Task details:
Hunt through the entries for the word "then" and copy each line in which it appears.

(Collected data entries)

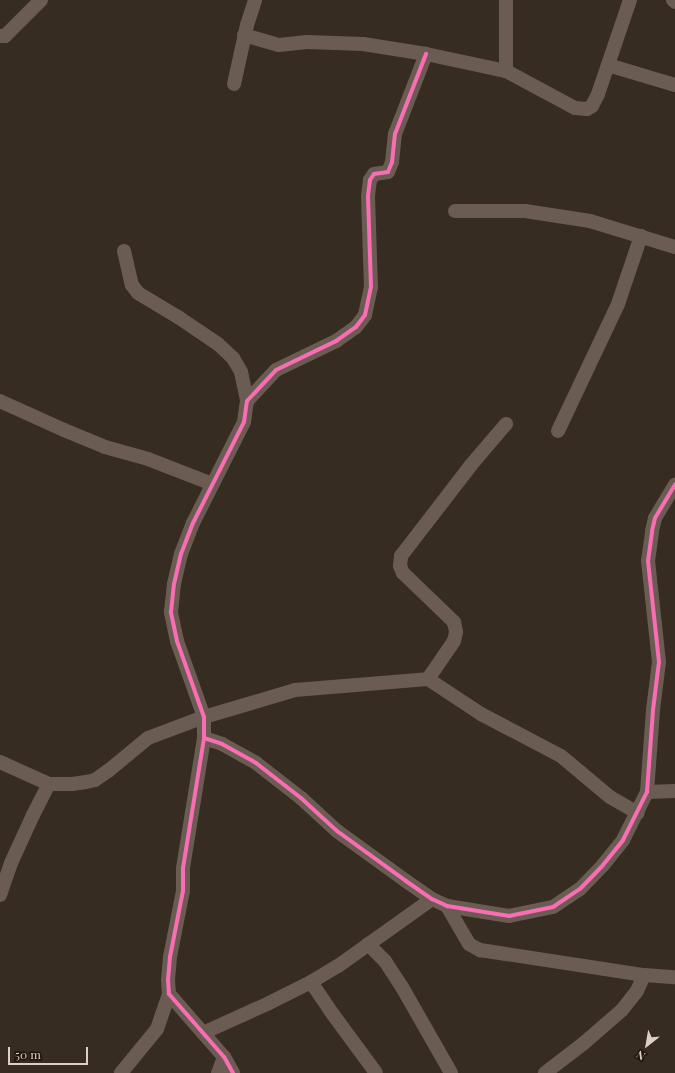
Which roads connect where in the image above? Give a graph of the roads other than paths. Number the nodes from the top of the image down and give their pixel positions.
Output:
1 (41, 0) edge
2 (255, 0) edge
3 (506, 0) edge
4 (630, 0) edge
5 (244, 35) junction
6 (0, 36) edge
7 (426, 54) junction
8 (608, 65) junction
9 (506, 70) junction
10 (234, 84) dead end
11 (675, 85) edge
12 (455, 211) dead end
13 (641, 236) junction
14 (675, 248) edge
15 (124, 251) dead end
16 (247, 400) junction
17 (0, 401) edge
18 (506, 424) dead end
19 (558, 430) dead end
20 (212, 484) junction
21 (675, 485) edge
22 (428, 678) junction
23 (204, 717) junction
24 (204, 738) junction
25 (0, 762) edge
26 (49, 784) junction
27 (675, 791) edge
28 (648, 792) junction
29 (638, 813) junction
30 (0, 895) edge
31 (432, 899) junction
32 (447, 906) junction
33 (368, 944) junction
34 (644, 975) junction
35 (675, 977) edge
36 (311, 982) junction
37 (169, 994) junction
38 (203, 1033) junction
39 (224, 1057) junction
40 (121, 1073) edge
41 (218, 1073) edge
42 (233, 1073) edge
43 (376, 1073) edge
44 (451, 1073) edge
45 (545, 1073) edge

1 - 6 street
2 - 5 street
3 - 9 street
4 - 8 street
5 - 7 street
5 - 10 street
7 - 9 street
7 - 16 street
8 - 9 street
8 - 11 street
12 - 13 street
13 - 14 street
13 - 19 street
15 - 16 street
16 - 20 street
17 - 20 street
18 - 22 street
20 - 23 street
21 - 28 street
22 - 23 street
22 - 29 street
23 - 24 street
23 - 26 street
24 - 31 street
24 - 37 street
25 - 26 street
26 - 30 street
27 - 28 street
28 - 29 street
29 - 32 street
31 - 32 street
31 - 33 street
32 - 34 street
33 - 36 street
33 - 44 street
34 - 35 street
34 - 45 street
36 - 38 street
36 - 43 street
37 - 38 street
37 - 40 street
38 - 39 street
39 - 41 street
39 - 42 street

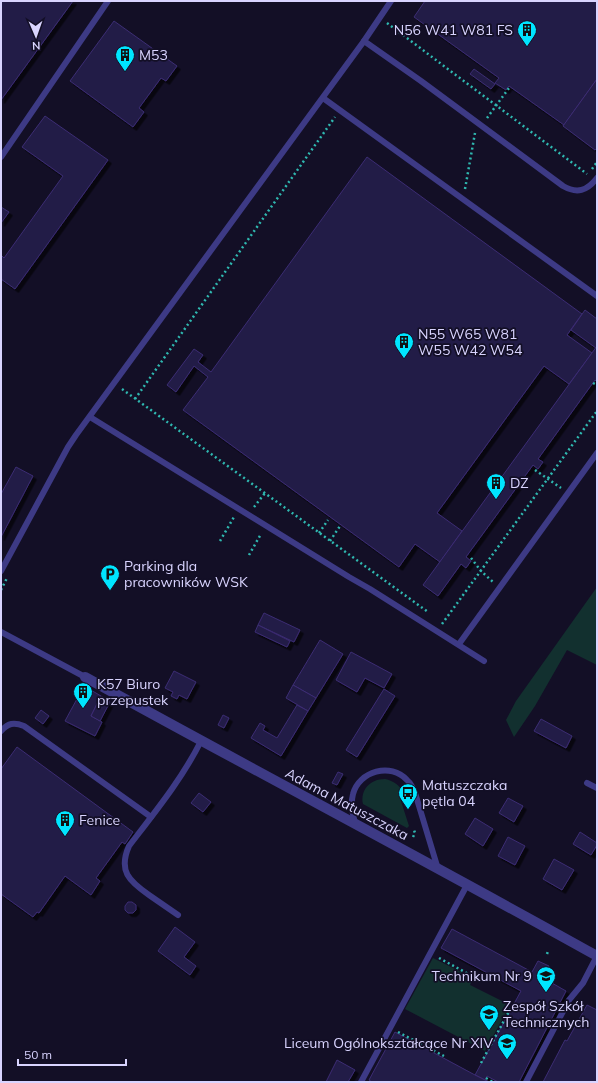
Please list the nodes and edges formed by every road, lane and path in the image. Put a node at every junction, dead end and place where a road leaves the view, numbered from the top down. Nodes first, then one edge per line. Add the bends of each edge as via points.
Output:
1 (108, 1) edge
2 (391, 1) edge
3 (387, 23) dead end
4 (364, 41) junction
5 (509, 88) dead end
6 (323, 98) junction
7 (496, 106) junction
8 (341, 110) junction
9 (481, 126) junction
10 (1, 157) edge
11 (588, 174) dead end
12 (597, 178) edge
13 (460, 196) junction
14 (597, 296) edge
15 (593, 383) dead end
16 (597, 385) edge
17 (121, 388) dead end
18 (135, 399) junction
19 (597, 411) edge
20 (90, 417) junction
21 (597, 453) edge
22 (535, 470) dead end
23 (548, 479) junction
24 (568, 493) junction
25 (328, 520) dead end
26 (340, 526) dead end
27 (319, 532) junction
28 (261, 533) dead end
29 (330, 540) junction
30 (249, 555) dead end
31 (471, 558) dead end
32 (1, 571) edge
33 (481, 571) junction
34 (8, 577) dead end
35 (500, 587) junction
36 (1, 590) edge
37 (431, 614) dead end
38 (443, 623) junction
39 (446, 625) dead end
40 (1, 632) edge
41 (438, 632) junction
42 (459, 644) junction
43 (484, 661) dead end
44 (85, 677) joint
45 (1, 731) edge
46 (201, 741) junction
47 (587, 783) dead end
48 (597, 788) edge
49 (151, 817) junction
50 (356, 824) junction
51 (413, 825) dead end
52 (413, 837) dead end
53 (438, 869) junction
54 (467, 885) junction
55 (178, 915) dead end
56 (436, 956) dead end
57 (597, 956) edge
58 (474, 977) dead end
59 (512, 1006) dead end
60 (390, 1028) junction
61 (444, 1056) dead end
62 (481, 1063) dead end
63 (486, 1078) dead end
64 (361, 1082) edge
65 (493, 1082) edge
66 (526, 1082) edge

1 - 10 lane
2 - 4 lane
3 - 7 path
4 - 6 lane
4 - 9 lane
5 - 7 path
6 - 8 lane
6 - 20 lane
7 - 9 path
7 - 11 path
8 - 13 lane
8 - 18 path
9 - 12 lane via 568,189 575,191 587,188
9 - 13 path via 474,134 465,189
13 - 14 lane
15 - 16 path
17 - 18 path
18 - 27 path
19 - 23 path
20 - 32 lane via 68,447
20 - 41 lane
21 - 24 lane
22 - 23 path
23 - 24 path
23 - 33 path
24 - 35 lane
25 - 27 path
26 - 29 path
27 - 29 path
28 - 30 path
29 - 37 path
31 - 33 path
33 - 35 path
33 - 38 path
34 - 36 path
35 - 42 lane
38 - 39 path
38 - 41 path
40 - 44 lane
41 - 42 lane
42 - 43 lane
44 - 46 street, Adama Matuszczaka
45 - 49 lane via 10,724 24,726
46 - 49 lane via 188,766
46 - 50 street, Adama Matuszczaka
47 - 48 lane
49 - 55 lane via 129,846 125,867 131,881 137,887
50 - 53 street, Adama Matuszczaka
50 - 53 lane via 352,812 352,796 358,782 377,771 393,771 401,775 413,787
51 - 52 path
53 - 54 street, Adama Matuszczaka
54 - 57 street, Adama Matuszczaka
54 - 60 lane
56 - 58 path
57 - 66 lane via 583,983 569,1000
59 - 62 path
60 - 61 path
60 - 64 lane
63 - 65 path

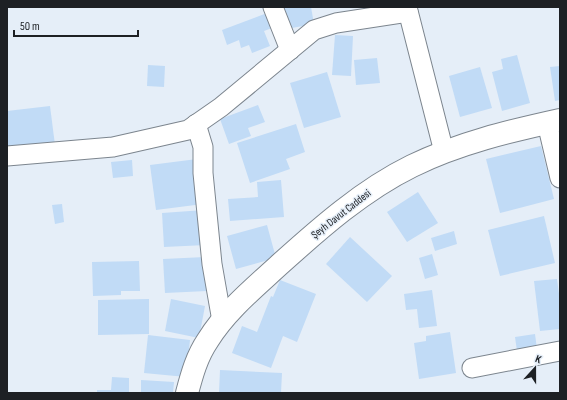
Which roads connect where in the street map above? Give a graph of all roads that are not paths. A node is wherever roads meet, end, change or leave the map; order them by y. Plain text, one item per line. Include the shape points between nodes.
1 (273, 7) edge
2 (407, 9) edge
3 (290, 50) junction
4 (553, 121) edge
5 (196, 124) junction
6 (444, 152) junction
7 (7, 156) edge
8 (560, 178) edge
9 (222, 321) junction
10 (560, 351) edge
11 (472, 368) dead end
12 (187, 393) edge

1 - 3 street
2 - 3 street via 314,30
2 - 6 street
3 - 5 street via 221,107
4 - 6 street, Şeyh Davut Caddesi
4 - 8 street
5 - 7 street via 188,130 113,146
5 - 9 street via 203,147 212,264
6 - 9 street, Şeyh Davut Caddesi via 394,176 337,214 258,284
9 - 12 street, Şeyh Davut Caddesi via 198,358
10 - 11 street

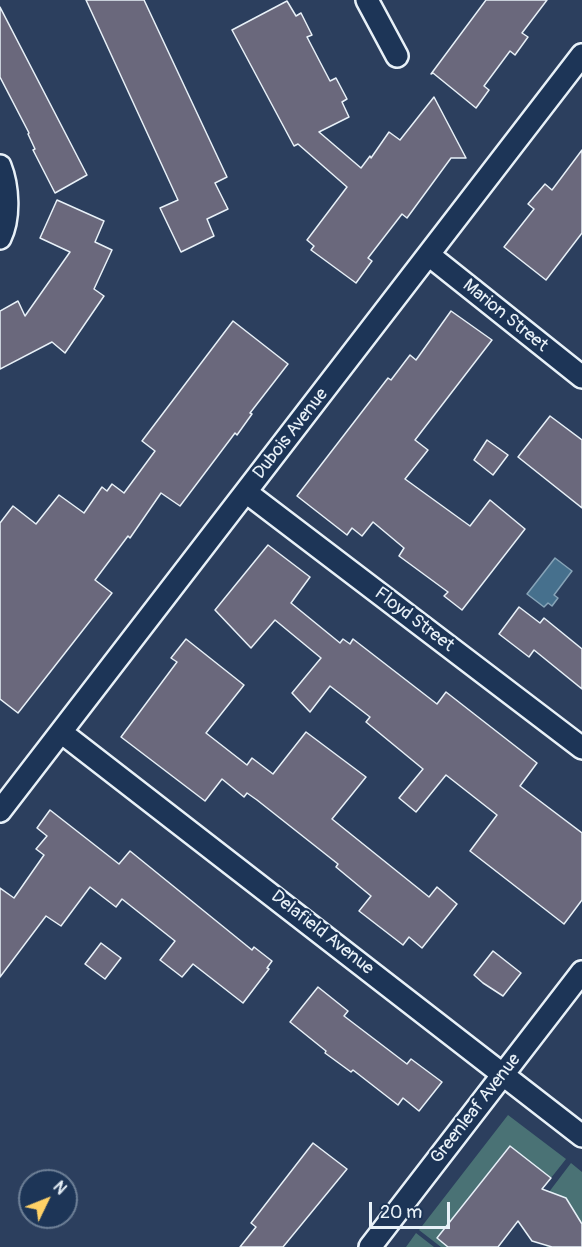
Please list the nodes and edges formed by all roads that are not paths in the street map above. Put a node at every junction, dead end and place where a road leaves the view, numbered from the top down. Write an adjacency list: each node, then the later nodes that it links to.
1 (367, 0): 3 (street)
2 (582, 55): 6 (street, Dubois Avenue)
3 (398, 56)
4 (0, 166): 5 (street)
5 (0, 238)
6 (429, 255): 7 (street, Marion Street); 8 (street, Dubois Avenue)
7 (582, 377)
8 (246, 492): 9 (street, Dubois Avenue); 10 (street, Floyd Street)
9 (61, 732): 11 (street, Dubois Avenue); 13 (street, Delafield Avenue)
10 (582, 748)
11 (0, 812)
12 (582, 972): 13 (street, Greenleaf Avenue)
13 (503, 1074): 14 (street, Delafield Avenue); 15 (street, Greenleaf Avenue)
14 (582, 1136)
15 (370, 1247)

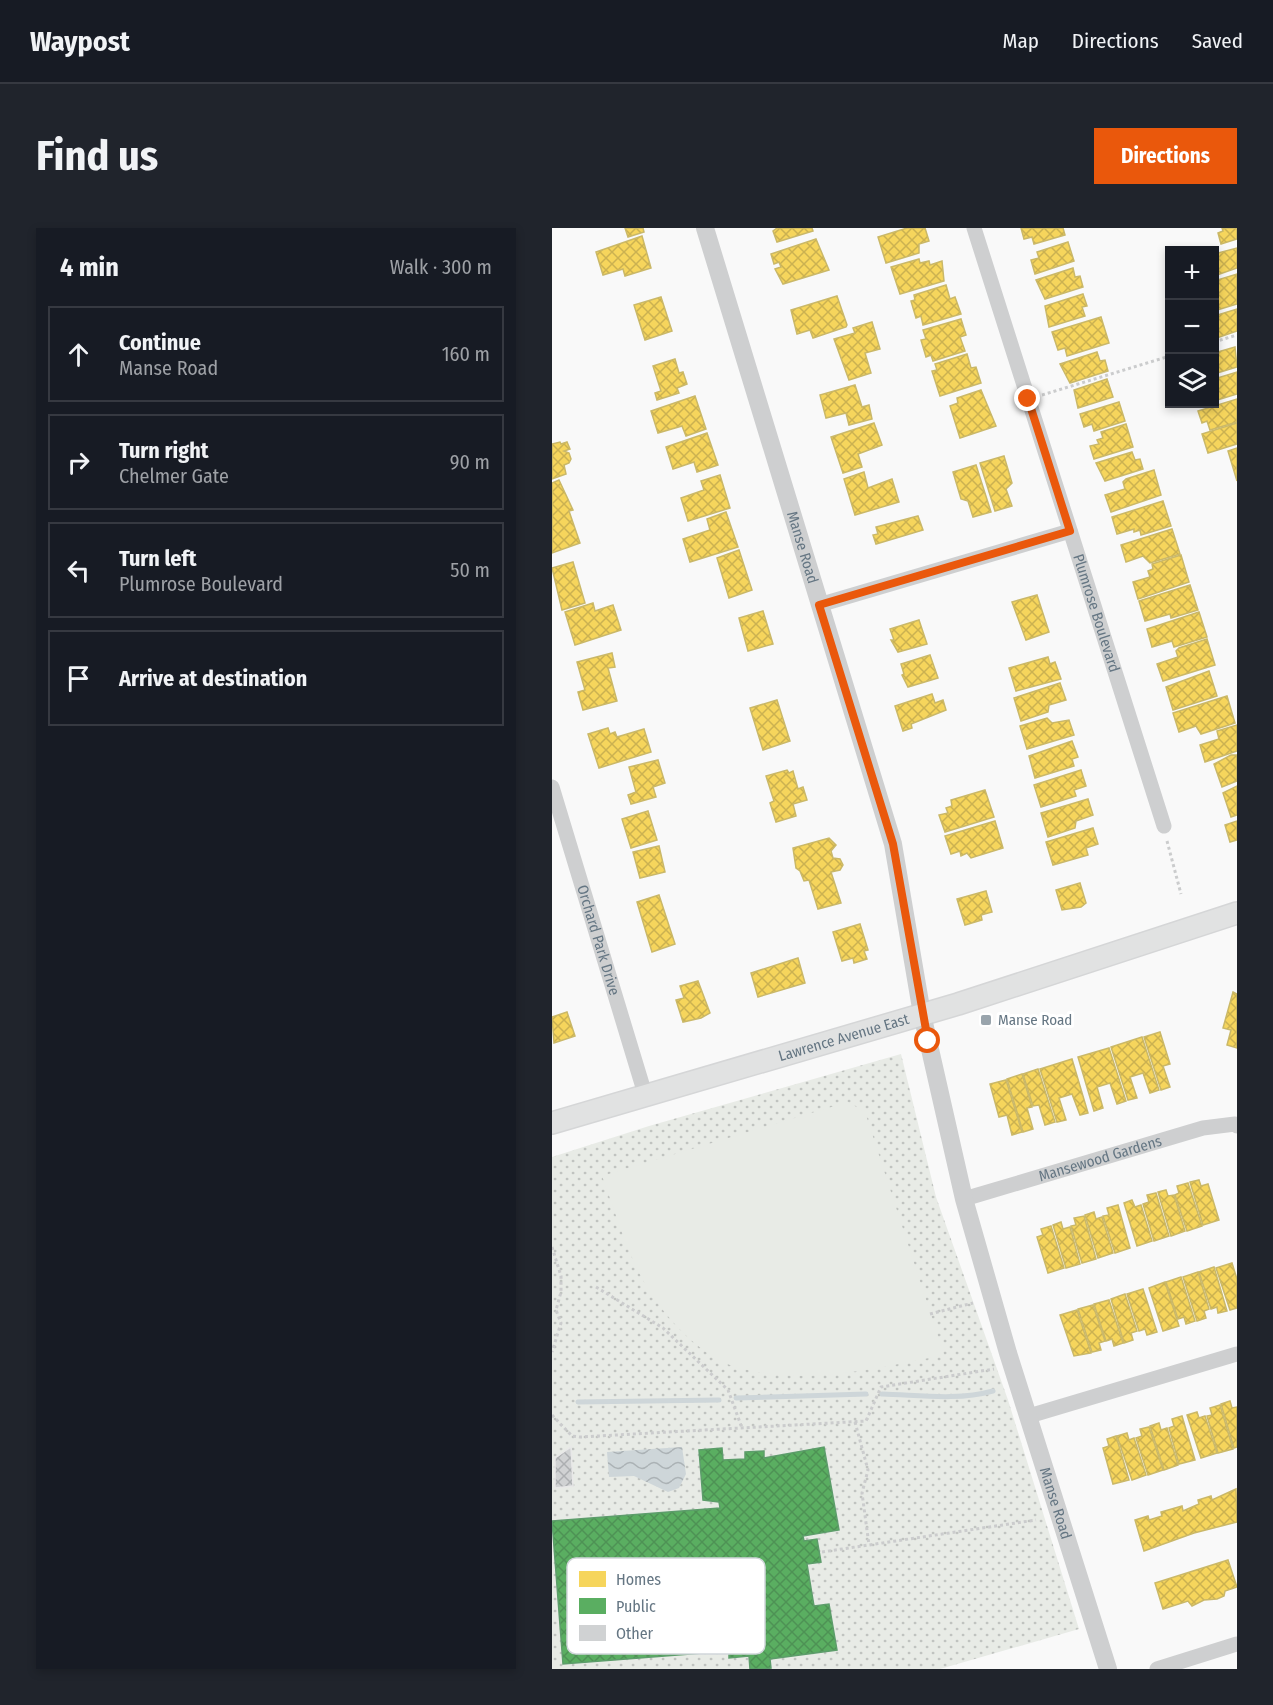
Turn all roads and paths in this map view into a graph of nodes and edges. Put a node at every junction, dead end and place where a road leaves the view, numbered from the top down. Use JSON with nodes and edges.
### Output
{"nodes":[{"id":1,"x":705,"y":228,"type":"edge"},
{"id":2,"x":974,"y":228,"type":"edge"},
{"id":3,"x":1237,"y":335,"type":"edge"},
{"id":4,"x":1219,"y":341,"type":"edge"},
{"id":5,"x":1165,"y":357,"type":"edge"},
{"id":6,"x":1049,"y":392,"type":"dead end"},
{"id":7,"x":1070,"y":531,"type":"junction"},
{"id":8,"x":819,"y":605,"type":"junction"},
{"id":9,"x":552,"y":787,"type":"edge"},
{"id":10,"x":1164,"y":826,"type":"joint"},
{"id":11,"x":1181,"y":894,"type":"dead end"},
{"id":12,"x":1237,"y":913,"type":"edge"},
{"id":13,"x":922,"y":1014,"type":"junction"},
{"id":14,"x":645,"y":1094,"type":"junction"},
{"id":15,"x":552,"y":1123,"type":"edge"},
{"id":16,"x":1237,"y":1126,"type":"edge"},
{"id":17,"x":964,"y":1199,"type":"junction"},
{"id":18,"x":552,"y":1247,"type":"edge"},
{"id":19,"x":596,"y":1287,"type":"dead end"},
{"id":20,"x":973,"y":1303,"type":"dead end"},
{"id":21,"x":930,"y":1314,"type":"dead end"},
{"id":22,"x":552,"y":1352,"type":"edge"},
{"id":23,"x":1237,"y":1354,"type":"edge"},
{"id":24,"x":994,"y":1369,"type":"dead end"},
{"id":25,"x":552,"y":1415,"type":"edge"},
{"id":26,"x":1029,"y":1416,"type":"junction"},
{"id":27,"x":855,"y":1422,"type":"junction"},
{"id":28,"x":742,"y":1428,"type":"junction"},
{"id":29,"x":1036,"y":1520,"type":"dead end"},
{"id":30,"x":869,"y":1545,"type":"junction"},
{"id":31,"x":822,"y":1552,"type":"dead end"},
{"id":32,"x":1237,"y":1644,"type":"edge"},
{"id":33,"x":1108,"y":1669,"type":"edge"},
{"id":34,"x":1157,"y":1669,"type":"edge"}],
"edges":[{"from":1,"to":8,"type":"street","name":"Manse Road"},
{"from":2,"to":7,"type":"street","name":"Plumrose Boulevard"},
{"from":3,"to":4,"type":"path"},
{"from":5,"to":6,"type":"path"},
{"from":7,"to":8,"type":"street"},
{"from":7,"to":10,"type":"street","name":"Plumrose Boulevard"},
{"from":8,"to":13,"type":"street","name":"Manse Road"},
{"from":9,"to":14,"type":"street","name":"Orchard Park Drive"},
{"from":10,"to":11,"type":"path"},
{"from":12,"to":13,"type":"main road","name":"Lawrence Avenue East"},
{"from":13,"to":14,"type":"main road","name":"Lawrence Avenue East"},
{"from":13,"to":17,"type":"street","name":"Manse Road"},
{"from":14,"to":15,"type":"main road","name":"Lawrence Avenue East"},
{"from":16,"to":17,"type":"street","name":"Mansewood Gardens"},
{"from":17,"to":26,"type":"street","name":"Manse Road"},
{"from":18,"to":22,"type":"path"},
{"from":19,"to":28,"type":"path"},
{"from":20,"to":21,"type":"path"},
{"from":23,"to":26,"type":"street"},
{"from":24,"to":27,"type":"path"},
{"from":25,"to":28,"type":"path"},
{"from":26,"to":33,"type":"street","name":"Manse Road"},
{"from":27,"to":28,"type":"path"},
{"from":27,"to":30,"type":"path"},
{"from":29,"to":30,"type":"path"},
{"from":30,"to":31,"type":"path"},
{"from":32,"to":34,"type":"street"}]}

Answer:
Please list the nodes and edges formed by every road, lane and path in the image. Put a node at every junction, dead end and place where a road leaves the view, numbered from the top down. Nodes first, then one edge per line. Add the bends of each edge as via points.
Please list the nodes and edges formed by all roads that are not paths in the street map above. Put a node at every junction, dead end and place where a road leaves the view, numbered from the top down. Write an adjacency list: each node, then the later nodes that it links to.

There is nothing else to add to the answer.